Exact copies of all the entries below are expected in the answer.

===== Records for this exercise =====

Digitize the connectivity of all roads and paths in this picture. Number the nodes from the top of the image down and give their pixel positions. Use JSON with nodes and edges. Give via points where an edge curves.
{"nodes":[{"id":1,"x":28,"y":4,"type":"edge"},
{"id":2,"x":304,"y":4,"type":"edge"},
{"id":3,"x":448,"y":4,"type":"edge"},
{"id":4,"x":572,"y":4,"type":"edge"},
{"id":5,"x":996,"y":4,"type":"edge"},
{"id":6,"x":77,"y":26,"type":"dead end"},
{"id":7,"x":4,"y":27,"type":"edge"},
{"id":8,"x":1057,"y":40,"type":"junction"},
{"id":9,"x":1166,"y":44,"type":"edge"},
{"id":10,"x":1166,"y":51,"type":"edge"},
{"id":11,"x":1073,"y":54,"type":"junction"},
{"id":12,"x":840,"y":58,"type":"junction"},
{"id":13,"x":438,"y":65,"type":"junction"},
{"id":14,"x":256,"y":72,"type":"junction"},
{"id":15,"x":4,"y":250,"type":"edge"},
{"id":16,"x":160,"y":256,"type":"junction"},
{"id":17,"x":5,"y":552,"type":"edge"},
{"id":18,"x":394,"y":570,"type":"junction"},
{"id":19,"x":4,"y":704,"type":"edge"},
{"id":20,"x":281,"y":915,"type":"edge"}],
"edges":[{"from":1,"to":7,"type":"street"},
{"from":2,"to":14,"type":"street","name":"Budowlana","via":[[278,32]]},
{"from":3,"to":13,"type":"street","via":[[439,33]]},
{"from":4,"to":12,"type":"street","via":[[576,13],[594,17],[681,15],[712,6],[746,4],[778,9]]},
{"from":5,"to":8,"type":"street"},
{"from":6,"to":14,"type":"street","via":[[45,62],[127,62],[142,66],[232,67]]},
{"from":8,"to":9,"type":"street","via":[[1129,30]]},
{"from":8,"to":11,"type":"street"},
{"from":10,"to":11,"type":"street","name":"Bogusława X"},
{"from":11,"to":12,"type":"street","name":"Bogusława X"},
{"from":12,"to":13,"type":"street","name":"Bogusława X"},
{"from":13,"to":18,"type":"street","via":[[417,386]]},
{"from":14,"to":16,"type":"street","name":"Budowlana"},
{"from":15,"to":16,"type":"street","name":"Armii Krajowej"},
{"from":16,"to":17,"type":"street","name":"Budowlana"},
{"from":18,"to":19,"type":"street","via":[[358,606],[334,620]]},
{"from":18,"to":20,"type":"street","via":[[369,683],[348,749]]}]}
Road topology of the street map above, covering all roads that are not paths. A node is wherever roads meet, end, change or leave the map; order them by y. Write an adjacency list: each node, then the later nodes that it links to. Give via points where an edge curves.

=====

Exercise response =>
Digitize the connectivity of all roads and paths in this picture. Number the nodes from the top of the image down and give their pixel positions. Use JSON with nodes and edges. Give via points where an edge curves.
{"nodes":[{"id":1,"x":28,"y":4,"type":"edge"},
{"id":2,"x":304,"y":4,"type":"edge"},
{"id":3,"x":448,"y":4,"type":"edge"},
{"id":4,"x":572,"y":4,"type":"edge"},
{"id":5,"x":996,"y":4,"type":"edge"},
{"id":6,"x":77,"y":26,"type":"dead end"},
{"id":7,"x":4,"y":27,"type":"edge"},
{"id":8,"x":1057,"y":40,"type":"junction"},
{"id":9,"x":1166,"y":44,"type":"edge"},
{"id":10,"x":1166,"y":51,"type":"edge"},
{"id":11,"x":1073,"y":54,"type":"junction"},
{"id":12,"x":840,"y":58,"type":"junction"},
{"id":13,"x":438,"y":65,"type":"junction"},
{"id":14,"x":256,"y":72,"type":"junction"},
{"id":15,"x":4,"y":250,"type":"edge"},
{"id":16,"x":160,"y":256,"type":"junction"},
{"id":17,"x":5,"y":552,"type":"edge"},
{"id":18,"x":394,"y":570,"type":"junction"},
{"id":19,"x":4,"y":704,"type":"edge"},
{"id":20,"x":281,"y":915,"type":"edge"}],
"edges":[{"from":1,"to":7,"type":"street"},
{"from":2,"to":14,"type":"street","name":"Budowlana","via":[[278,32]]},
{"from":3,"to":13,"type":"street","via":[[439,33]]},
{"from":4,"to":12,"type":"street","via":[[576,13],[594,17],[681,15],[712,6],[746,4],[778,9]]},
{"from":5,"to":8,"type":"street"},
{"from":6,"to":14,"type":"street","via":[[45,62],[127,62],[142,66],[232,67]]},
{"from":8,"to":9,"type":"street","via":[[1129,30]]},
{"from":8,"to":11,"type":"street"},
{"from":10,"to":11,"type":"street","name":"Bogusława X"},
{"from":11,"to":12,"type":"street","name":"Bogusława X"},
{"from":12,"to":13,"type":"street","name":"Bogusława X"},
{"from":13,"to":18,"type":"street","via":[[417,386]]},
{"from":14,"to":16,"type":"street","name":"Budowlana"},
{"from":15,"to":16,"type":"street","name":"Armii Krajowej"},
{"from":16,"to":17,"type":"street","name":"Budowlana"},
{"from":18,"to":19,"type":"street","via":[[358,606],[334,620]]},
{"from":18,"to":20,"type":"street","via":[[369,683],[348,749]]}]}
Road topology of the street map above, covering all roads that are not paths. A node is wherever roads meet, end, change or leave the map; order them by y. Write an adjacency list: each node, then the later nodes that it links to. Give via points where an edge curves.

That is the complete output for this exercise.